** WORK INSTRUCTION **
Could you transcribe the whole listing, keeping every line exactly the same?

** INPUT RECORDS **
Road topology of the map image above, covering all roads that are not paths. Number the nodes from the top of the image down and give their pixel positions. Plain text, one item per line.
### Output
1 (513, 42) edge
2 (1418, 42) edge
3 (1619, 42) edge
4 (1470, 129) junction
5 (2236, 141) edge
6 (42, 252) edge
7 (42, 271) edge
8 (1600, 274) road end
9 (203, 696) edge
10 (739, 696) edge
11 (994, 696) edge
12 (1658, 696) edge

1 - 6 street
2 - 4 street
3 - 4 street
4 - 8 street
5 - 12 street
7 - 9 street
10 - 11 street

** OUTPUT OF THE EXERCISE **
Road topology of the map image above, covering all roads that are not paths. Number the nodes from the top of the image down and give their pixel positions. Plain text, one item per line.
### Output
1 (513, 42) edge
2 (1418, 42) edge
3 (1619, 42) edge
4 (1470, 129) junction
5 (2236, 141) edge
6 (42, 252) edge
7 (42, 271) edge
8 (1600, 274) road end
9 (203, 696) edge
10 (739, 696) edge
11 (994, 696) edge
12 (1658, 696) edge

1 - 6 street
2 - 4 street
3 - 4 street
4 - 8 street
5 - 12 street
7 - 9 street
10 - 11 street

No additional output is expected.